A Brief History of Type

Part 1 – The Pioneers of European Type Design

Nicolas Jenson

Nicholas Jenson (1420 – 1480) was a French engraver, pioneer, printer and type designer who carried out most of his work in Venice, Italy. Jenson acted as Master of the French Royal Mint at Tours, and is credited with being the creator of one of the finest early Roman typefaces.

Nicholas Jenson has been something of an iconic figure among students of early printing since the 19th century, when the aesthete William Morris praised the beauty and perfection of his Roman font. Jenson is an important figure in the early history of printing and a pivotal force in the emergence of Venice as one of the first great centres of the printing press.

Claude Garamont

Claude Garamont (1510 – 1561), known commonly as Claude Garamond, was a French type designer, publisher and punchcutter based in Paris. Garamond worked as an engraver of punches, the masters used to stamp matrices, the moulds used to cast metal type. He worked in the tradition of what is now called old-style serif letter design, that produced letters with a relatively organic structure resembling handwriting with a pen but with a slightly more structured and upright design.

Garamond is now considered one of the leading type designers of all time. He is recognised to this day for the elegance of his typefaces.

William Caslon

William Caslon I (1692 – 1766), also known as William Caslon the Elder, was an English gunsmith and designer of typefaces. The distinction and legibility of his type secured him the patronage of the leading printers of the day in England and the continent. His typefaces transformed English type design and first established an English national typographic style.

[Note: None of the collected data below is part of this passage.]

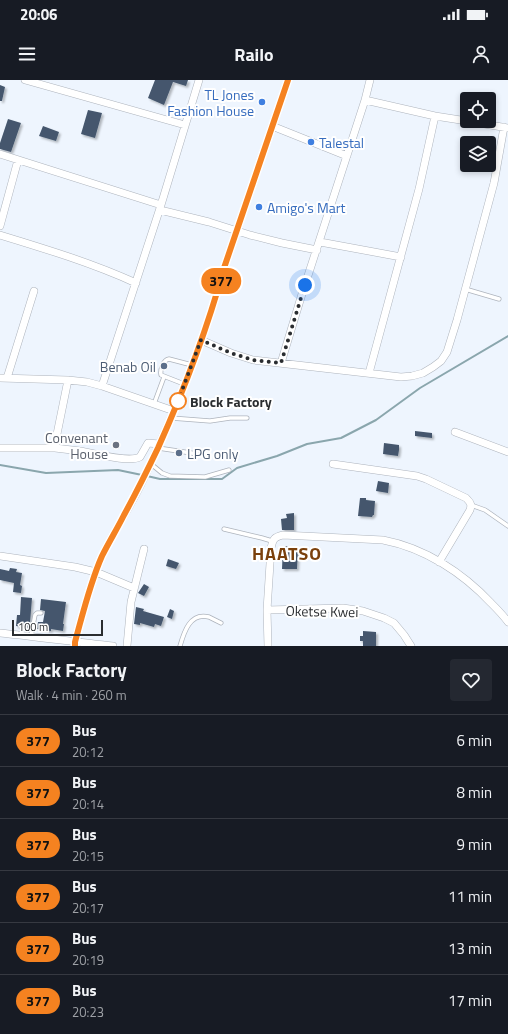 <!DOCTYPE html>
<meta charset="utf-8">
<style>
:root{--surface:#171b24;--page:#242831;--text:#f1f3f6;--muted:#9ea1a6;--line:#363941}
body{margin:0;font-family:"Titillium Web",sans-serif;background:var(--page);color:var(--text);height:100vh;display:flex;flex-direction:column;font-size:15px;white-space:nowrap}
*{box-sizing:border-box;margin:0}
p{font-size:13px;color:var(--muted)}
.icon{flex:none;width:22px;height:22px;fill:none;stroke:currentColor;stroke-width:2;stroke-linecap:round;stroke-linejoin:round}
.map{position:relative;height:566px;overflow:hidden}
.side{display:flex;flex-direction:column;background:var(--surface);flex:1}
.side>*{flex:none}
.badge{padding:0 8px;border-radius:13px;font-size:14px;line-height:26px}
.tools{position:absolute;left:460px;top:12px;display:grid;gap:8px}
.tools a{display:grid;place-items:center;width:36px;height:36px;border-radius:4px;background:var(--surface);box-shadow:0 2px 6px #0003;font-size:20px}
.scale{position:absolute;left:12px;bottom:10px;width:91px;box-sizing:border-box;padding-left:4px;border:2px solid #2a2d30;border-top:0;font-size:11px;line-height:14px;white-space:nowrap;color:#2a2d30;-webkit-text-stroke:3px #fff;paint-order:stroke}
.you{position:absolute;width:20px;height:20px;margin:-10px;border:3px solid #fff;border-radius:50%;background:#1a73e8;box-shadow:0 0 0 6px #1a73e833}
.map>.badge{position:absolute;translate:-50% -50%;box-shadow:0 0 0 2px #fff}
.round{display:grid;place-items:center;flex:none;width:42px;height:42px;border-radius:4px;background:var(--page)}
.summary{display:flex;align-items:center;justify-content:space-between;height:68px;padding:0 16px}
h1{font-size:19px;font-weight:700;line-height:30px}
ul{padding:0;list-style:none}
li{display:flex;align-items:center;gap:12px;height:52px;padding:0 16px;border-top:1px solid var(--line)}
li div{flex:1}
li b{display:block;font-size:15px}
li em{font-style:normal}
li .badge{min-width:44px;font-weight:700;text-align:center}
.status{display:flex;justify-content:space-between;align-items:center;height:28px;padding:0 20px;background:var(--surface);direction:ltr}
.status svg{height:11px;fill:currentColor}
header{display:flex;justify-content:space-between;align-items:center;height:52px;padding:0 16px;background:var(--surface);font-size:18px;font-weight:700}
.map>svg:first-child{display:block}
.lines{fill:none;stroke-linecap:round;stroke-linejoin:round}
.stream{stroke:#8aa6ad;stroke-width:2}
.building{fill:#45576d;filter:url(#shadow)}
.lane-casing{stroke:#aeb4bd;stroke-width:5}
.street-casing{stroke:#aeb4bd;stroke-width:8}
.lane{stroke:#fff;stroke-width:3.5}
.street{stroke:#fff;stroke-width:7}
.line-casing{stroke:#fff;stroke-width:9}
.line{stroke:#f58220;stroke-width:6}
.walk{stroke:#2a2d30;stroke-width:4;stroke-dasharray:0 7.2}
.shop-dot{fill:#3f7fe0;stroke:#fff;stroke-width:1.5}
.service-dot{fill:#5c6f8a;stroke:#fff;stroke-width:1.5}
.stop-dot{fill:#fff;stroke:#f58220;stroke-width:2}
.worship-dot{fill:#6b7280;stroke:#fff;stroke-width:1.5}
.labels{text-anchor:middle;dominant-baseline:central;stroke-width:4;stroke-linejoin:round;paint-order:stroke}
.shop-label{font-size:14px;fill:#366cbe;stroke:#fff;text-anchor:start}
.service-label{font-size:14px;fill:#4e5e75;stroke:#fff;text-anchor:end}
.stop-label{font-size:14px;font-weight:bold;fill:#2a2d30;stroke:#fff;text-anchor:start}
.worship-label{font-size:14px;fill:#5b616d;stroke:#fff;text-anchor:end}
.street-label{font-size:14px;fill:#2a2d30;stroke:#fff}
.district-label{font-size:18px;font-weight:bold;letter-spacing:1px;fill:#7a400c;stroke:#fff}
</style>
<div class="status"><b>20:06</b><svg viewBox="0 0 49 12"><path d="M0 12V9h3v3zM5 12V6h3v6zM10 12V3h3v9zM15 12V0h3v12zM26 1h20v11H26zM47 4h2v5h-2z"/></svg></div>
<header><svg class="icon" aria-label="menu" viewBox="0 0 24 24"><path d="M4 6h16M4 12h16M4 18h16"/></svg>Railo<svg class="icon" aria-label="person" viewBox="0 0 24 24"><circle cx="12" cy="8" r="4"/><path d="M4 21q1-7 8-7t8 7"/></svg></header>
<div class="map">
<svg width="508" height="566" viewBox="0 0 508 566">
<defs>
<filter id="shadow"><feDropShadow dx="2" dy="2" stdDeviation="1" flood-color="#0004"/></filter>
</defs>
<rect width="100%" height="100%" fill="#eef5fe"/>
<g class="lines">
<path class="stream" d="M 0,385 L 46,393 L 118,390 L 142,395
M 147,396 L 160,399 L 222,399 L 237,388 L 277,376 L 307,364 L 341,358 L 376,340 L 420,308 L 508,256"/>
</g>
<path class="building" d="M 155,0 L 188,0 L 186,6 L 173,2 L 164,25 L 148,18 Z
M 0,5 L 5,7 L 2,21 L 0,21 Z
M 88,30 L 102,33 L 95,58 L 81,54 Z
M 8,39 L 21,43 L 11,72 L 0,69 L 0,63 Z
M 43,46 L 59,52 L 56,61 L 39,56 Z
M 415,351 L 432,353 L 432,358 L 415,356 Z
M 384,363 L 399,365 L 399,370 L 398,376 L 383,374 Z
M 378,401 L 389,403 L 388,413 L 376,411 Z
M 360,418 L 366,418 L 366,420 L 375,421 L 374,435 L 373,435 L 372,437 L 358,436 Z
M 294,433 L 294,450 L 282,450 L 281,439 L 287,438 L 286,434 Z
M 283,466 L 291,466 L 291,468 L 298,468 L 297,489 L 282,489 Z
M 168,479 L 179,483 L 176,489 L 166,486 Z
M 10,488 L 17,489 L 16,492 L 22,493 L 20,505 L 22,506 L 21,513 L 13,512 L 14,503 L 0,500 L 0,489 L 9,491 Z
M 144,504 L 149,507 L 144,516 L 138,513 Z
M 21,517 L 32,518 L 30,543 L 29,548 L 16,546 L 17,535 L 20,535 Z
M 41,519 L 66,522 L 63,544 L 64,544 L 63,551 L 51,549 L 51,551 L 37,549 L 38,542 L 43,542 L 45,531 L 40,530 Z
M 136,527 L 144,529 L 143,531 L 164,537 L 161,546 L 155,544 L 154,547 L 140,543 L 140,545 L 134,544 Z
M 170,529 L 174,531 L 172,539 L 167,537 Z
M 363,551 L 376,552 L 376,566 L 363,566 L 363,561 L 360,561 L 360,556 L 363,556 Z"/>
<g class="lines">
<defs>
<path id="lane" d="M 465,209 L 499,219
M 184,304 L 161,295 C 160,290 163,280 169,279 L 192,285
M 154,324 L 164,297
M 171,338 L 210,341 L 230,338 L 247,338
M 158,368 L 198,374
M 151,384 L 162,393 L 170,396 L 205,397 L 229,390
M 471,425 L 485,430 L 508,446
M 224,449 L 262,458 L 272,461
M 31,556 L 35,535 L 37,533 L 41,533
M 180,566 C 184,552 190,532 209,537 C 213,539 217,541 221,543"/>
<path id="street" d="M 25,0 L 185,45
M 365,20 L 435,36 L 467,41
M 467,41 L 508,48
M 272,46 L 347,76
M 0,74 L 161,125
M 160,130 L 209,142 L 250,155 L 282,163 L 317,170
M 0,146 L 18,80
M 0,155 C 46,169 92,183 136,203
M 320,162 L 401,177
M 201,260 L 231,273 L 253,280 L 401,297 L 412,296 L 423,293 L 433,287 L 441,281 L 447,272 L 457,240 L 494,103 L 504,47
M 281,283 L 302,214 L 365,20 L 370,0
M 369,293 L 419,109 L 435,36
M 0,298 L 68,300 L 87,302 L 102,306 L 174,331
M 7,298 L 34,211
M 102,306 L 161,125 L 199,0
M 455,352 L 508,372
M 0,368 L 55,368 L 56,359 L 68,300
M 55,368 C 63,369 72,370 80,371 C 94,373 128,383 140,377 L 148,363 L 159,364
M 333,384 L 417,396 L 426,399 L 466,418 C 470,422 472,424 470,430 L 439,482
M 0,476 L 75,487 L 96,492 L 134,508
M 267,530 L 343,528 L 363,531 L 384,538 L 394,543 L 404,555 L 411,566
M 0,553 C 38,557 75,562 113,566
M 75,566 L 75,562 C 83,533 90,503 102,476 C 112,455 125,435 136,414 C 144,399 151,383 158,367 C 184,310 207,250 224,188 L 288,0
M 127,566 L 131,522 L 144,469
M 268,566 L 267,530 L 271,468 C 273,459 274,457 283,455 L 383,460 C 425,468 463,493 491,523 C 497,529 503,535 508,542"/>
</defs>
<use href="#lane" class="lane-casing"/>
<use href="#street" class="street-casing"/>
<use href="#lane" class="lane"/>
<use href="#street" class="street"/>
</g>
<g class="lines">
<defs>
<path id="line" d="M 75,566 L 75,562 C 83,533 90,503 102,476 C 109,462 117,449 124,435 C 136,413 147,391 158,368 C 184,310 207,250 224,188 L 288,0"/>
</defs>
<use href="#line" class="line-casing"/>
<use href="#line" class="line"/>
<path class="walk" d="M 178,321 L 201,260 L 231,273 L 253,280 L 281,283 L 305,205"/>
</g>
<g class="shop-dot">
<circle cx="262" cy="22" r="4"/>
<circle cx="311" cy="62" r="4"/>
<circle cx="259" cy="127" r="4"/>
</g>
<g class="service-dot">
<circle cx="164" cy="286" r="4"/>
<circle cx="179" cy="373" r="4"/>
</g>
<circle class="stop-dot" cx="178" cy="321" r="8"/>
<circle class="worship-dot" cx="116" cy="365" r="4"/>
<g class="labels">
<g class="shop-label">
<text x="254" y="14" text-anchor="end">TL Jones<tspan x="254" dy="16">Fashion House</tspan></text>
<text x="319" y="62">Talestal</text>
<text x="267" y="127">Amigo's Mart</text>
</g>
<g class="service-label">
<text x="156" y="286">Benab Oil</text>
<text x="187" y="373" text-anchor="start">LPG only</text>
</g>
<g class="stop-label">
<text x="190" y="321">Block Factory</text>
</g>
<g class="worship-label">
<text x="108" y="357">Convenant<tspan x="108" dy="16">House</tspan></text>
</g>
<g class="street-label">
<text transform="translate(322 531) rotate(1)">Oketse Kwei</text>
</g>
<g class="district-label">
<text x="287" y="473">HAATSO</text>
</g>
</g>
</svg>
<div class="tools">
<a><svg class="icon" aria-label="locate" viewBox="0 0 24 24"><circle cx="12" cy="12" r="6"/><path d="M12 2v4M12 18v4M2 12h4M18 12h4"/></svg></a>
<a><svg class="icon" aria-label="layers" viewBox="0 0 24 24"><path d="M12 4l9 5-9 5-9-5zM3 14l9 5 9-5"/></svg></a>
</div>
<div class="scale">100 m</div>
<div class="you" style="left:305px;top:205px"></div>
<b class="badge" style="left:221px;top:201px;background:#f58220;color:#111">377</b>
</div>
<section class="side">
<div class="summary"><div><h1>Block Factory</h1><p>Walk · 4 min · 260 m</p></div><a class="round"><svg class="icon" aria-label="heart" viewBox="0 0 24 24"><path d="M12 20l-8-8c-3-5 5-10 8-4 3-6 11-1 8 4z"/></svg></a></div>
<ul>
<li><span class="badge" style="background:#f58220;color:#111">377</span><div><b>Bus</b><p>20:12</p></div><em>6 min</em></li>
<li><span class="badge" style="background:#f58220;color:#111">377</span><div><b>Bus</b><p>20:14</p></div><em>8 min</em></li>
<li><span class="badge" style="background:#f58220;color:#111">377</span><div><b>Bus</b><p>20:15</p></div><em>9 min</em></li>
<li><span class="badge" style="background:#f58220;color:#111">377</span><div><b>Bus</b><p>20:17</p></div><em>11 min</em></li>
<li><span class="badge" style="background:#f58220;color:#111">377</span><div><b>Bus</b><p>20:19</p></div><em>13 min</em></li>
<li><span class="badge" style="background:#f58220;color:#111">377</span><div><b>Bus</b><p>20:23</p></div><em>17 min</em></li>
</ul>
</section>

Caslon was born in Cradley, Worcestershire in 1692 and trained as an engraver in nearby Birmingham. In 1716, he started business in London as an engraver of gun locks and barrels and as a bookbinder's tool cutter. Having contact with printers, he was induced to fit up a type foundry, largely through the encouragement of William Bowyer.

John Baskerville

John Baskerville (1706 – 1775) was an English businessman whose entrepreneurial attentions included japanning and papier-mâché; he is, however, best remembered as a typographer and printer, not least for the design of the eponymous typeface which, to this very day, bears his name.